Here's my analysis below the fold. Think about it before you judge anybody for how they spend their money. You must take care of three priorities first before saving for retirement makes sense.
Priority 1 - Health for you and your dependents
To live long enough to retire, you have to take care of the basics. This all assumes an able-bodied, employable person. The expenses listed below must include all dependents. Obviously not having dependents makes things easier, but aside from choices to use birth control there's limits to how much control you have. My wife was disabled at age 30, overnight going from a healthy, high income earner to total disability (and only after 8 years of court battles with the US Govt, declared disabled and earning what her SS insurance should have paid all along). Bad stuff can happen to anyone, including birth control failing (not bad always, but expensive).
The basics include shelter warm/cool enough to not risk illness, food sufficient and healthy enough to sustain strength and ward off injury, transportation to your work, maintenance of clothing sufficient to keep your job and, as important as the rest, something set aside for emotional and mental health...something you spend just to make you happy, caring enough about life to work through the hardships.
Priority 2 - Income Insurance
Retirement funds work on the principle of compounded interest. To make small amounts grow into meaningful amounts takes at least a decade, usually more given the ups and downs of markets. Furthermore they work better if you can put a steady amount into your retirement funds, in good times and bad. (This is known as Dollar Cost Averaging, a fancy name for buying more stuff when it is cheap during a downturn and less when it's expensive during a bubble, enforced without emotion or timing the market because you put the same % of income away regardless of market conditions).

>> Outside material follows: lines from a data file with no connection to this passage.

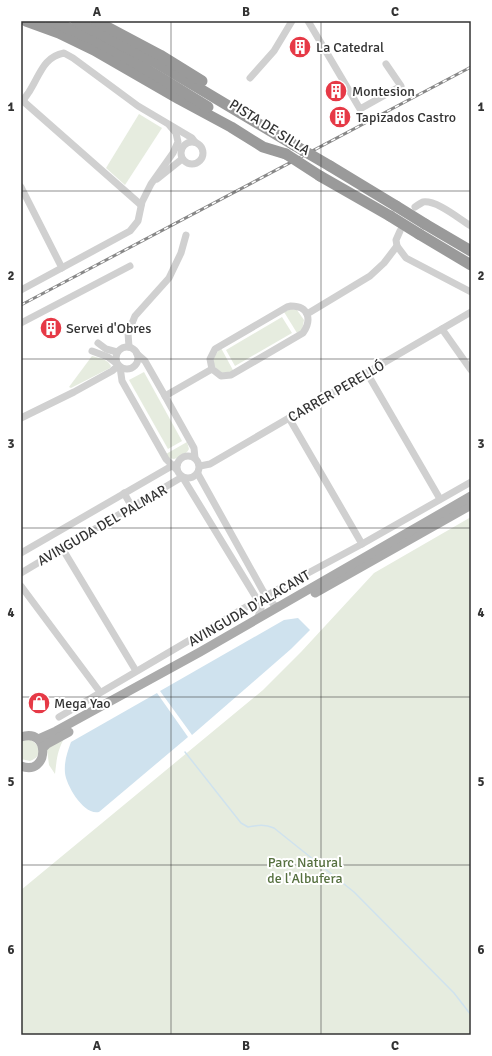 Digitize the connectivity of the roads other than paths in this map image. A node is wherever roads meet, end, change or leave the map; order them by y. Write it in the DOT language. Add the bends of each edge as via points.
graph roads {
  1 [pos="26,21"];
  2 [pos="51,21"];
  3 [pos="76,21"];
  4 [pos="96,21"];
  5 [pos="308,21"];
  6 [pos="288,23"];
  7 [pos="386,64"];
  8 [pos="250,78"];
  9 [pos="22,102"];
  10 [pos="170,126"];
  11 [pos="195,142"];
  12 [pos="294,144"];
  13 [pos="173,153"];
  14 [pos="286,154"];
  15 [pos="181,155"];
  16 [pos="151,184"];
  17 [pos="21,187"];
  18 [pos="141,205"];
  19 [pos="415,207"];
  20 [pos="471,226"];
  21 [pos="400,231"];
  22 [pos="186,235"];
  23 [pos="397,246"];
  24 [pos="471,251"];
  25 [pos="471,265"];
  26 [pos="130,266"];
  27 [pos="62,268"];
  28 [pos="21,290"];
  29 [pos="471,292"];
  30 [pos="471,312"];
  31 [pos="307,314"];
  32 [pos="21,323"];
  33 [pos="442,328"];
  34 [pos="98,343"];
  35 [pos="129,347"];
  36 [pos="92,351"];
  37 [pos="117,352"];
  38 [pos="137,354"];
  39 [pos="118,365"];
  40 [pos="212,369"];
  41 [pos="471,370"];
  42 [pos="367,372"];
  43 [pos="165,396"];
  44 [pos="21,418"];
  45 [pos="289,418"];
  46 [pos="195,458"];
  47 [pos="176,466"];
  48 [pos="200,466"];
  49 [pos="198,474"];
  50 [pos="183,478"];
  51 [pos="471,482"];
  52 [pos="124,494"];
  53 [pos="471,496"];
  54 [pos="440,499"];
  55 [pos="471,505"];
  56 [pos="132,507"];
  57 [pos="362,544"];
  58 [pos="62,548"];
  59 [pos="21,553"];
  60 [pos="21,573"];
  61 [pos="21,586"];
  62 [pos="267,596"];
  63 [pos="258,600"];
  64 [pos="279,607"];
  65 [pos="257,620"];
  66 [pos="136,671"];
  67 [pos="100,692"];
  68 [pos="59,717"];
  69 [pos="22,735"];
  70 [pos="38,739"];
  71 [pos="43,748"];
  72 [pos="21,766"];
  1 -- 14 [label="highway" via="94,50 263,147"];
  2 -- 14 [label="highway, PISTA DE SILLA" via="149,70"];
  3 -- 12 [label="highway, PISTA DE SILLA" via="155,62"];
  4 -- 12 [label="highway" via="160,55 276,128"];
  5 -- 7 [label="street" via="360,109 400,86"];
  6 -- 8 [label="street" via="274,51"];
  9 -- 10 [label="street" via="47,61 64,53"];
  9 -- 18 [label="street"];
  10 -- 11 [label="street"];
  10 -- 13 [label="street" via="176,133 178,142"];
  11 -- 15 [label="street" via="186,144"];
  11 -- 15 [label="street" via="202,150 200,160 190,164"];
  12 -- 24 [label="highway, PISTA DE SILLA, bridge"];
  13 -- 15 [label="street"];
  13 -- 16 [label="street"];
  14 -- 25 [label="highway, PISTA DE SILLA, bridge"];
  15 -- 16 [label="street"];
  16 -- 18 [label="street"];
  17 -- 27 [label="street"];
  18 -- 27 [label="street" via="138,220 130,231"];
  19 -- 20 [label="street" via="422,202 440,206"];
  21 -- 23 [label="street" via="396,240"];
  22 -- 35 [label="street" via="169,278 135,316 128,333"];
  23 -- 29 [label="street" via="406,258"];
  23 -- 31 [label="street" via="370,276"];
  26 -- 32 [label="street"];
  27 -- 28 [label="street"];
  30 -- 33 [label="street, CARRER PERELLÓ"];
  31 -- 40 [label="street" via="308,322 304,333 237,372 221,376"];
  31 -- 40 [label="street" via="298,307 287,307 221,345 212,354"];
  33 -- 41 [label="street"];
  33 -- 42 [label="street, CARRER PERELLÓ"];
  34 -- 37 [label="street"];
  35 -- 37 [label="street"];
  35 -- 38 [label="street"];
  36 -- 39 [label="street" via="108,357"];
  37 -- 39 [label="street"];
  38 -- 39 [label="street" via="134,367 128,370"];
  38 -- 43 [label="street" via="145,361"];
  39 -- 44 [label="street" via="106,374"];
  39 -- 47 [label="street" via="122,381 166,459"];
  40 -- 43 [label="street"];
  42 -- 45 [label="street, CARRER PERELLÓ"];
  42 -- 54 [label="street"];
  43 -- 46 [label="street" via="194,448"];
  45 -- 48 [label="street, CARRER PERELLÓ" via="210,464"];
  45 -- 57 [label="street"];
  46 -- 47 [label="street" via="183,457"];
  46 -- 48 [label="street"];
  47 -- 50 [label="street"];
  47 -- 52 [label="street, AVINGUDA DEL PALMAR"];
  48 -- 49 [label="street"];
  49 -- 50 [label="street" via="191,479"];
  49 -- 62 [label="street"];
  50 -- 56 [label="street, AVINGUDA DEL PALMAR"];
  50 -- 63 [label="street"];
  51 -- 54 [label="street, AVINGUDA D'ALACANT"];
  52 -- 56 [label="street"];
  52 -- 59 [label="street, AVINGUDA DEL PALMAR"];
  53 -- 64 [label="main road, AVINGUDA D'ALACANT"];
  54 -- 57 [label="street, AVINGUDA D'ALACANT"];
  55 -- 71 [label="main road, AVINGUDA D'ALACANT"];
  56 -- 58 [label="street, AVINGUDA DEL PALMAR"];
  57 -- 62 [label="street, AVINGUDA D'ALACANT"];
  58 -- 60 [label="street, AVINGUDA DEL PALMAR"];
  58 -- 66 [label="street"];
  61 -- 67 [label="street"];
  62 -- 63 [label="street, AVINGUDA D'ALACANT"];
  62 -- 64 [label="street"];
  63 -- 65 [label="street" via="261,609"];
  63 -- 66 [label="street, AVINGUDA D'ALACANT"];
  64 -- 65 [label="main road, AVINGUDA D'ALACANT"];
  65 -- 70 [label="main road, AVINGUDA D'ALACANT" via="56,732"];
  66 -- 67 [label="street, AVINGUDA D'ALACANT"];
  67 -- 68 [label="street, AVINGUDA D'ALACANT"];
  69 -- 70 [label="main road"];
  70 -- 71 [label="main road"];
  71 -- 72 [label="main road" via="43,755 38,763 29,767"];
}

Finally the tax-advantaged nature of most retirement funds only remain if you don't draw on that money before you're 60 (there are a few exceptions, but not many) and if you aren't earning decent money, the tax advantages are also minimal in any event.
Where most people go wrong with 401K/IRA type investments is that they put money into them without thinking about what happens if they lose their income. If you raid the retirement fund to counter an emergency, you're actually worse off than if you had put the money in a mattress...and there are better uses for that extra cash flow than a mattress too.
If your basics are taken care of, the next stream for your money falls into income protection. There are several layers to this. One is insurance - making sure maximum out of pocket for a catastrophe (health, automobile home) is something you can survive without tapping retirement funds, and if you have dependents life insurance is the most important, making sure your dependents can survive if you don't. Disability and unemployment insurance are iffy, they're often hard to collect on if you can't afford a lawyer, but can still be of value. To use insurance though, you also need an emergency fund, sufficient to pay all the max-out-of-pockets in an especially bad year, and, if a home or car owner, sufficient to pay for a major repair on no notice. This fund is also your best unemployment insurance, enough to pay all of your "basic survival" expenses plus minimum debt payments and insurance for a number of months based on the current job market (traditionally 6 months, in recent years this is more like a year for most people).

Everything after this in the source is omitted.